Philippe Laurent. © Jgp

Les maires de France ont de nouveau montré, pendant la première vague, leur capacité d’engagement et de mobilisation, avec leurs équipes, pour protéger, aider et accompagner leurs concitoyens. Et ce, dans toutes les communes, quelle que soit leur taille et malgré un contexte inédit (maires parfois battus au premier tour ou dans l’attente d’un second tour). C’est une nouvelle démonstration de l’importance majeure du maire et du fait communal dans notre pays. Naturellement, les maires de France répondront de nouveau « présents » dans les semaines difficiles qui nous attendent. L’Association des maires de France (AMF) continuera de les représenter auprès du gouvernement pour traduire leurs attentes (plus et mieux d’information et de concertation préalable par exemple) et à demander la préservation des ressources des communes, ce qui n’est pas du tout acquis actuellement.

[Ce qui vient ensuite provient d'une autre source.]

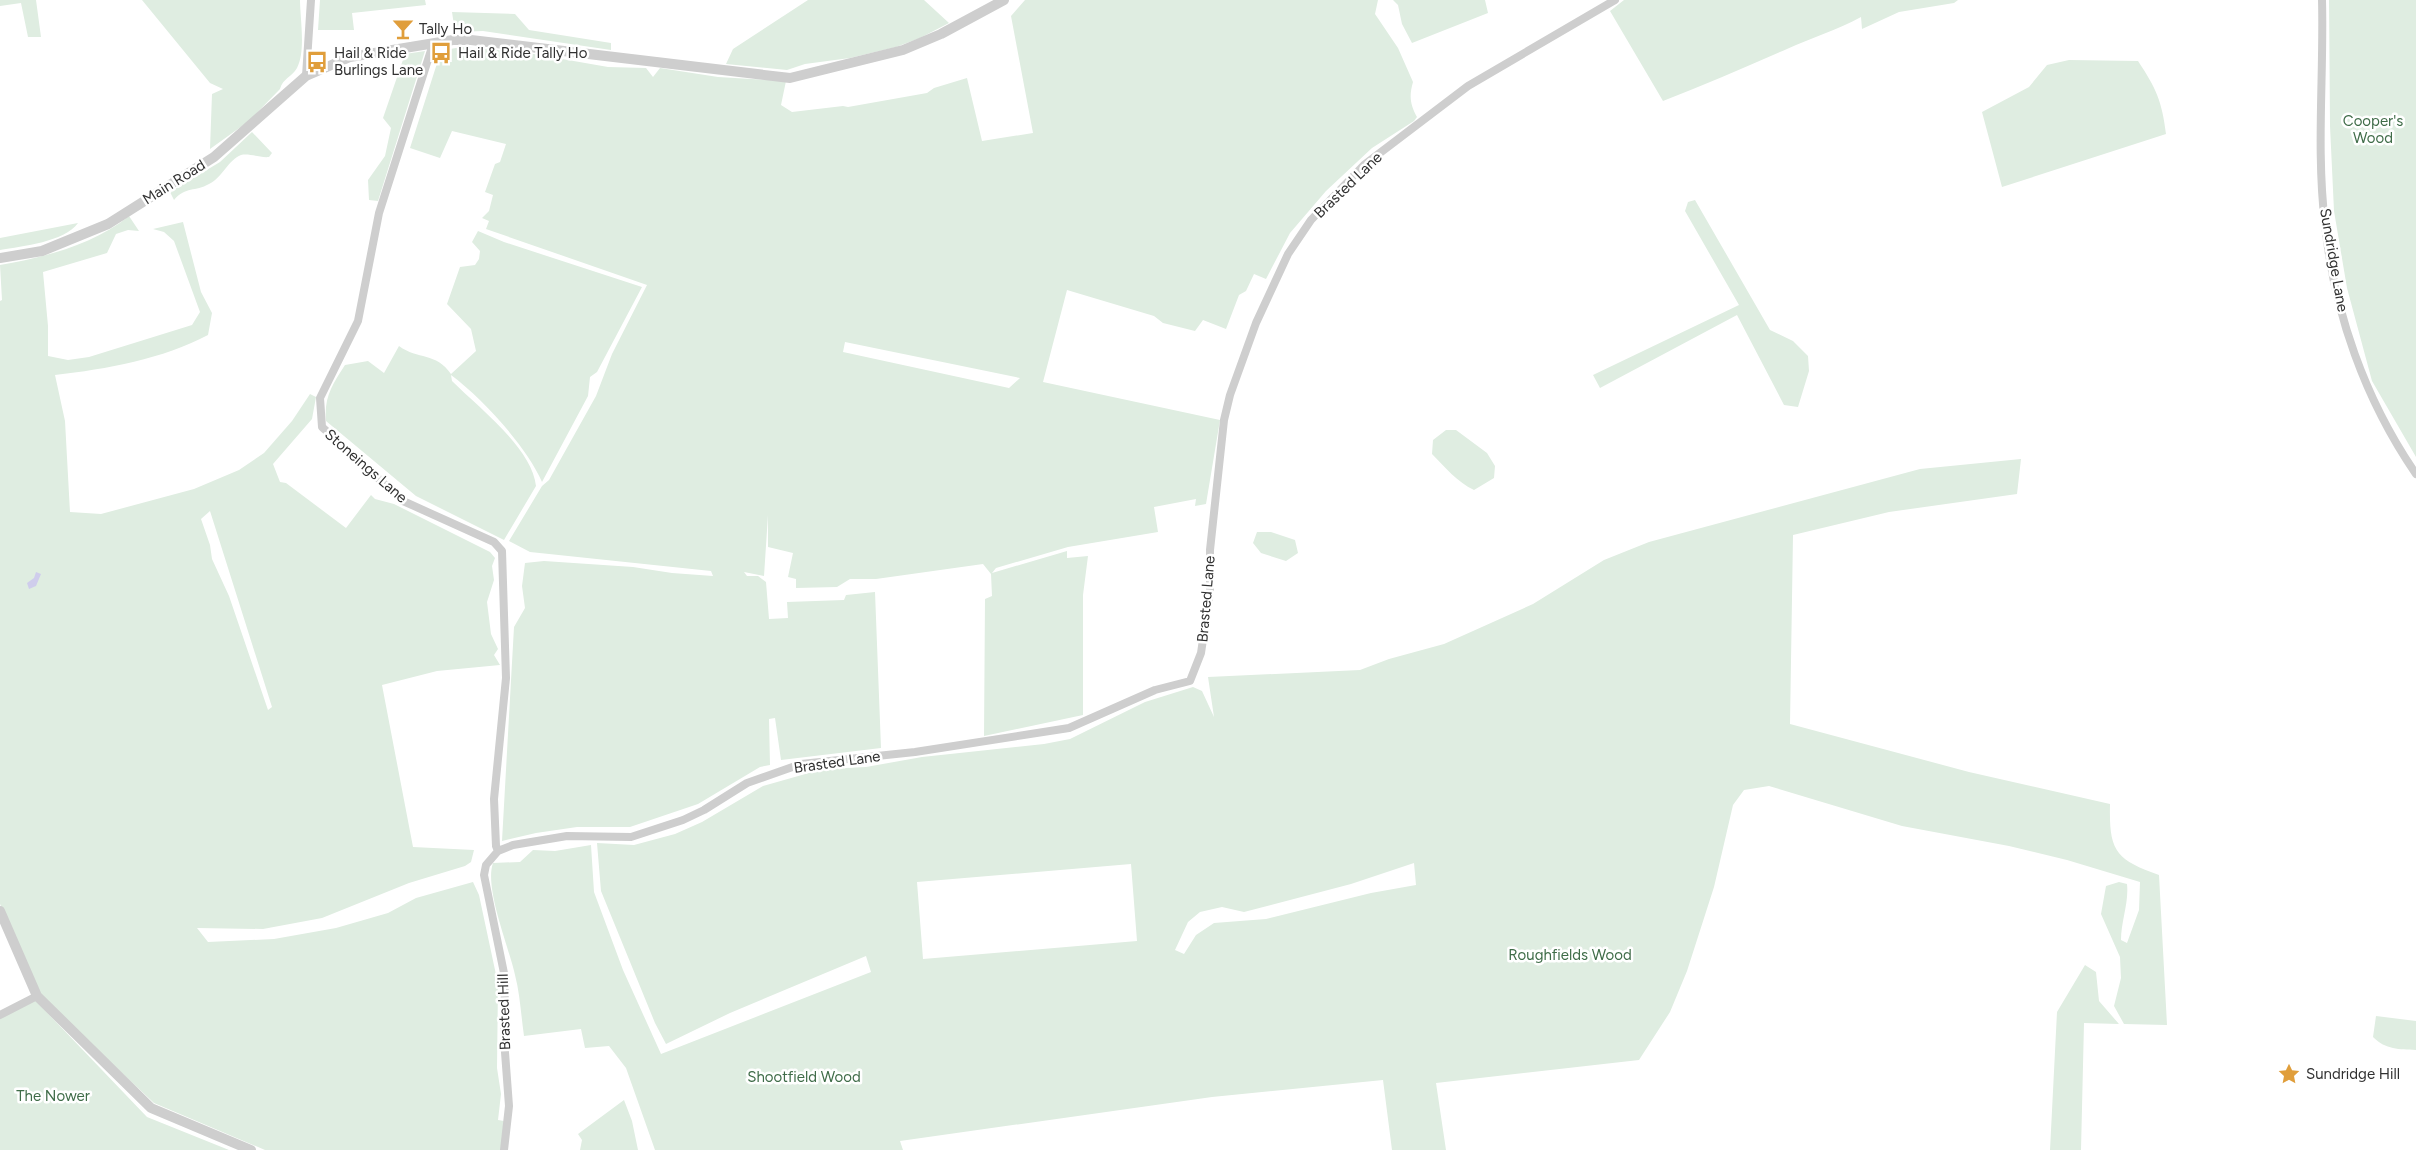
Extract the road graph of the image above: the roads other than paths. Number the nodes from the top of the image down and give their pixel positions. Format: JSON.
{"nodes":[{"id":1,"x":311,"y":0,"type":"edge"},
{"id":2,"x":1004,"y":0,"type":"edge"},
{"id":3,"x":1615,"y":0,"type":"edge"},
{"id":4,"x":2322,"y":0,"type":"edge"},
{"id":5,"x":432,"y":44,"type":"junction"},
{"id":6,"x":306,"y":76,"type":"junction"},
{"id":7,"x":0,"y":258,"type":"edge"},
{"id":8,"x":2416,"y":474,"type":"edge"},
{"id":9,"x":498,"y":851,"type":"junction"},
{"id":10,"x":0,"y":911,"type":"edge"},
{"id":11,"x":37,"y":996,"type":"junction"},
{"id":12,"x":0,"y":1016,"type":"edge"},
{"id":13,"x":251,"y":1150,"type":"edge"},
{"id":14,"x":504,"y":1150,"type":"edge"}],
"edges":[{"from":1,"to":6,"type":"street"},
{"from":2,"to":5,"type":"street","name":"Main Road"},
{"from":3,"to":9,"type":"street","name":"Brasted Lane"},
{"from":4,"to":8,"type":"street","name":"Sundridge Lane"},
{"from":5,"to":6,"type":"street","name":"Main Road"},
{"from":5,"to":9,"type":"street","name":"Stoneings Lane"},
{"from":6,"to":7,"type":"street","name":"Main Road"},
{"from":9,"to":14,"type":"street","name":"Brasted Hill"},
{"from":10,"to":11,"type":"street"},
{"from":11,"to":12,"type":"street"},
{"from":11,"to":13,"type":"street"}]}
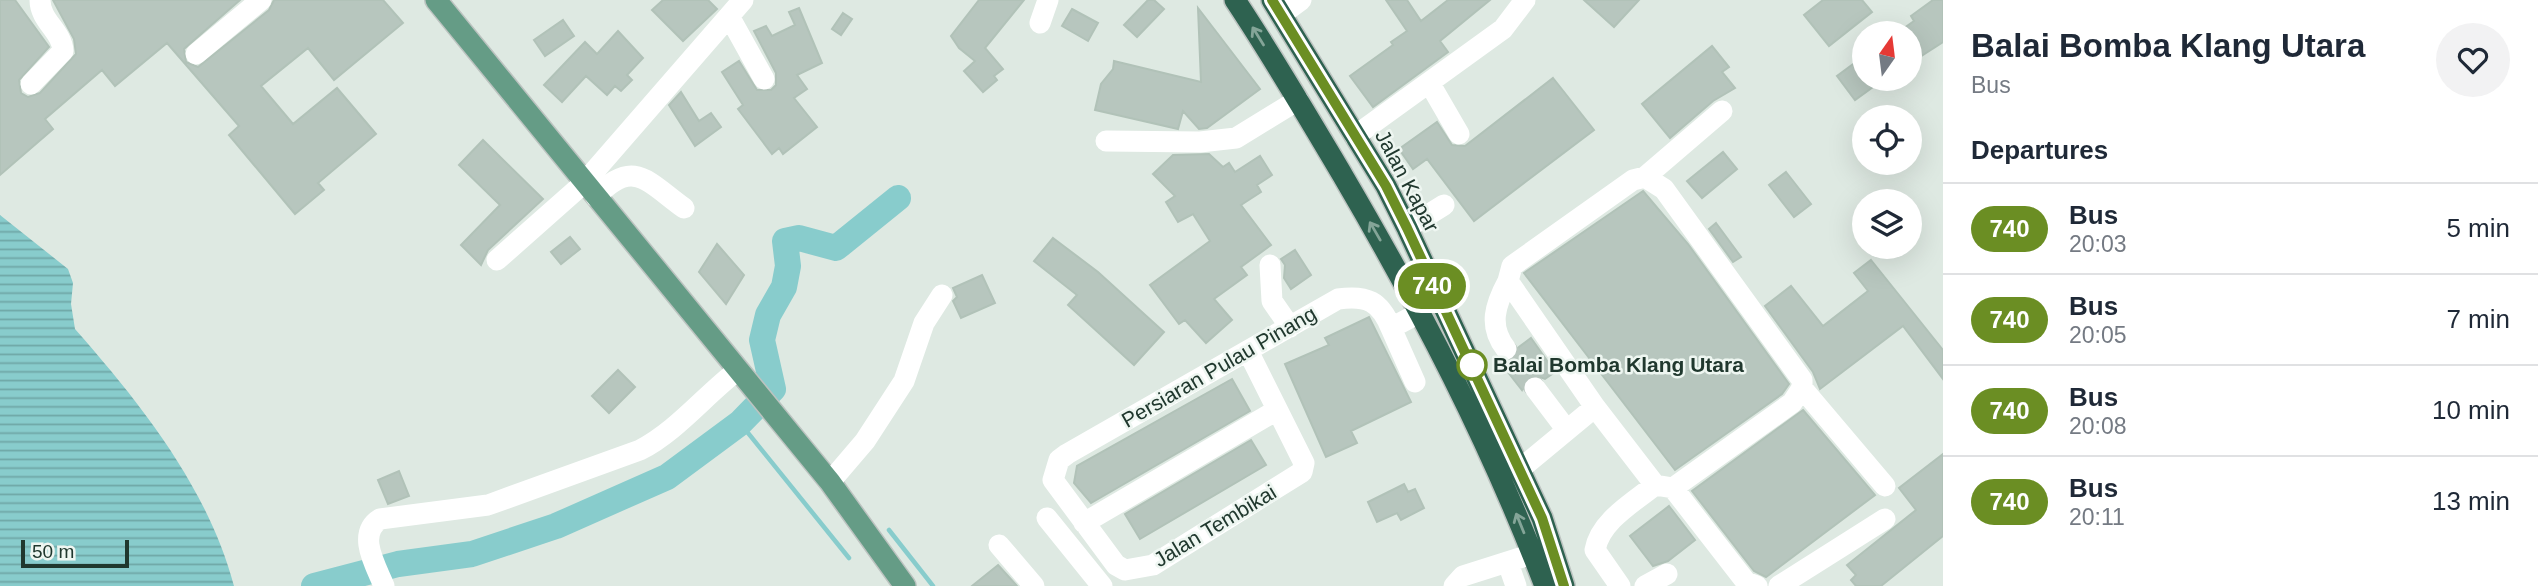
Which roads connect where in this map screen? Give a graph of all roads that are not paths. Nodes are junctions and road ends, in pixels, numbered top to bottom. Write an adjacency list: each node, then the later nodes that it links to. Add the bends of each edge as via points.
1 (40, 0): 13 (street, via 40,14 64,51)
2 (261, 0): 11 (street)
3 (436, 0): 21 (main road)
4 (1048, 0): 10 (street)
5 (1235, 0): 15 (highway, one-way to 5)
6 (1301, 0): 9 (street)
7 (1525, 0): 14 (street, via 1510,22)
8 (735, 6): 12 (street); 21 (street)
9 (1277, 7): 18 (highway, Jalan Kapar)
10 (1040, 23)
11 (196, 54)
12 (764, 79)
13 (31, 84)
14 (1430, 84): 17 (street); 18 (street)
15 (1298, 100): 19 (street, via 1236,138); 29 (highway, one-way to 15)
16 (1722, 111): 20 (street)
17 (1459, 134)
18 (1354, 136): 24 (highway, Jalan Kapar)
19 (1106, 141)
20 (1645, 177): 27 (street, via 1633,180 1512,266); 37 (street, via 1664,189 1802,380)
21 (590, 190): 23 (street, via 622,176 636,176); 25 (street); 34 (main road)
22 (1444, 205): 24 (street)
23 (684, 208)
24 (1407, 228): 41 (highway, Jalan Kapar)
25 (497, 260)
26 (1270, 265): 30 (street, via 1272,301)
27 (1508, 281): 32 (street, via 1494,322); 38 (street)
28 (942, 295): 42 (street, via 924,323 904,380 865,441)
29 (1421, 312): 31 (street); 49 (highway, one-way to 29, via 1474,416)
30 (1290, 327): 31 (street, Persiaran Pulau Pinang, via 1338,299 1363,297 1378,304); 33 (street, Persiaran Pulau Pinang)
31 (1391, 328): 35 (street, Persiaran Pulau Pinang)
32 (1506, 349)
33 (1248, 351): 39 (street); 47 (street, Persiaran Pulau Pinang, via 1059,460 1053,480)
34 (743, 376): 42 (main road); 52 (street, via 706,395 658,441 640,450 488,505 387,516 373,524 370,550)
35 (1415, 382)
36 (1535, 388): 40 (street)
37 (1802, 388): 43 (street, via 1792,403); 44 (street)
38 (1595, 407): 40 (street); 43 (street)
39 (1277, 411): 47 (street); 47 (street, Jalan Tembikai, via 1304,463 1302,472 1153,565 1125,570 1116,565)
40 (1566, 429): 41 (street)
41 (1520, 470): 59 (highway, Jalan Kapar, via 1542,518)
42 (830, 482): 53 (main road)
43 (1664, 486): 60 (street, via 1604,528 1597,539 1595,550); 62 (street, via 1746,582)
44 (1885, 486)
45 (1047, 518): 55 (street)
46 (1885, 519): 63 (street)
47 (1084, 523)
48 (999, 545): 54 (street)
49 (1532, 554): 50 (street); 58 (highway)
50 (1508, 563): 56 (street, via 1462,576); 57 (street)
51 (1667, 574): 61 (street)
52 (383, 584)
53 (905, 586)
54 (1034, 586)
55 (1102, 586)
56 (1454, 586)
57 (1516, 586)
58 (1545, 586)
59 (1564, 586)
60 (1620, 586)
61 (1644, 586)
62 (1757, 586)
63 (1779, 586)

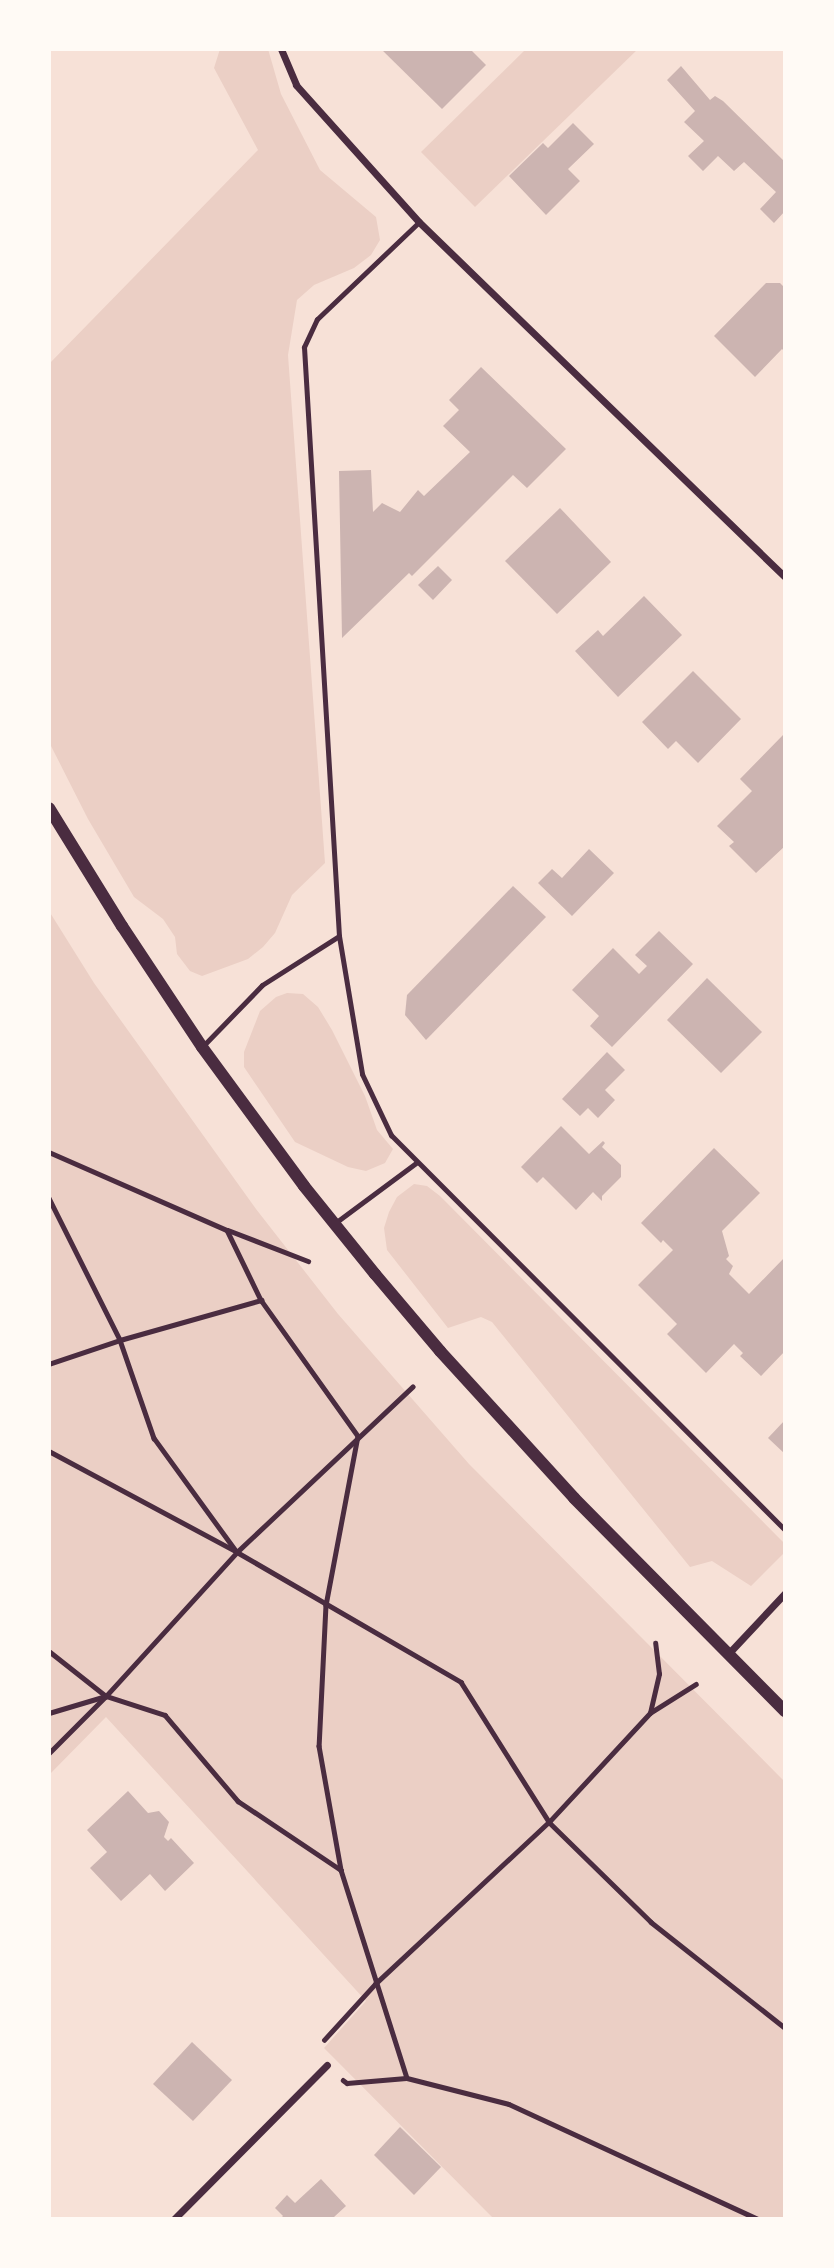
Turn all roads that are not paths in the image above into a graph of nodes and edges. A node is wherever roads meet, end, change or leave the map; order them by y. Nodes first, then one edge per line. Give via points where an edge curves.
1 (281, 49) edge
2 (419, 222) junction
3 (785, 577) edge
4 (49, 808) edge
5 (339, 936) junction
6 (202, 1047) junction
7 (417, 1162) junction
8 (334, 1223) junction
9 (785, 1530) edge
10 (785, 1593) edge
11 (727, 1654) junction
12 (785, 1711) edge
13 (327, 2065) road end
14 (174, 2219) edge

1 - 2 street via 296,85
2 - 3 street
2 - 5 lane via 317,320 304,347
4 - 6 street
5 - 6 lane via 262,985
5 - 7 lane via 362,1074 391,1135
6 - 8 street
7 - 8 lane
7 - 9 lane
8 - 11 street via 475,1391
10 - 11 street
11 - 12 street
13 - 14 street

A ce stade, quel impact la pandémie aura-t-elle sur les finances des collectivités du bloc communal en Ile-de-France, en particulier des intercommunalités, et quels conseils donnez-vous à vos collègues face à la perspective de décrue brutale de leurs ressources fiscales (CVAE, CFE, DMTO notamment) ? 

A l’heure actuelle, nous estimons le total des pertes de ressources et des dépenses supplémentaires à 8 milliards d’euros sur les trois années 2020-2021-2022. Ce total peut être naturellement accru en fonction des décisions prises en matière de reconfinement éventuel. Les compensations annoncées par l’Etat sont nettement insuffisantes, notamment parce que ce dernier refuse de prendre en compte les pertes de ressources tarifaires, particulièrement élevées pour les communes. Du reste, on sait maintenant que la clause dite de « sauvegarde » ne concernera qu’un nombre très limité de communes. Dans ces conditions, la capacité d’autofinancement du bloc local sera affectée et, partant, les capacités d’investissement fortement amoindries.

Compte tenu de l’absolue nécessité de maintenir le fonctionnement des services publics du quotidien pour éviter l’explosion sociale qui menace, il me semble que la priorité doit aller à la préservation des effectifs et des moyens de fonctionnement, même si les investissements – et malheureusement des facteurs de relance économique – en font les frais. L’urgence, aujourd’hui, c’est le social, c’est de s’occuper des gens, des seniors, des enfants et des jeunes. Et si possible de rassurer, en gardant un minimum de normalité dans la vie courante.

Quelles particularités, dans ce contexte, pour la métropole du Grand Paris, objet juridique sui generis, dont vous êtes le second vice-président aux finances et à l’information citoyenne ? 

La métropole du Grand Paris (MGP) ne gère pas les services du quotidien et c’est, du reste, parfaitement conforme à sa vocation. Elle détient en revanche des responsabilités en matière de planification, de normalisation, de rééquilibrage et d’investissements structurants à long terme, à son échelle. Il serait ainsi conforme à l’intérêt général qu’elle renforce ces responsabilités, pour agir sur le long terme pour une métropole résiliente, où chaque territoire est reconnu pour ses spécificités et sa participation à la construction métropolitaine. C’est une intercommunalité, la métropole des maires. Et ceux-ci savent parfaitement qu’ils ne peuvent pleinement exercer leur rôle, à la fois de proximité pour leurs habitants et de développement de leur territoire communal, que dans un cadre global leur apportant la sécurité et la solidarité nécessaires. La MGP est ainsi un acteur suffisamment proche des maires pour que chacun y trouve sa place et participe à la définition de ce cadre global et suffisamment éloigné pour ne pas avoir la tentation de tout gérer à leur place.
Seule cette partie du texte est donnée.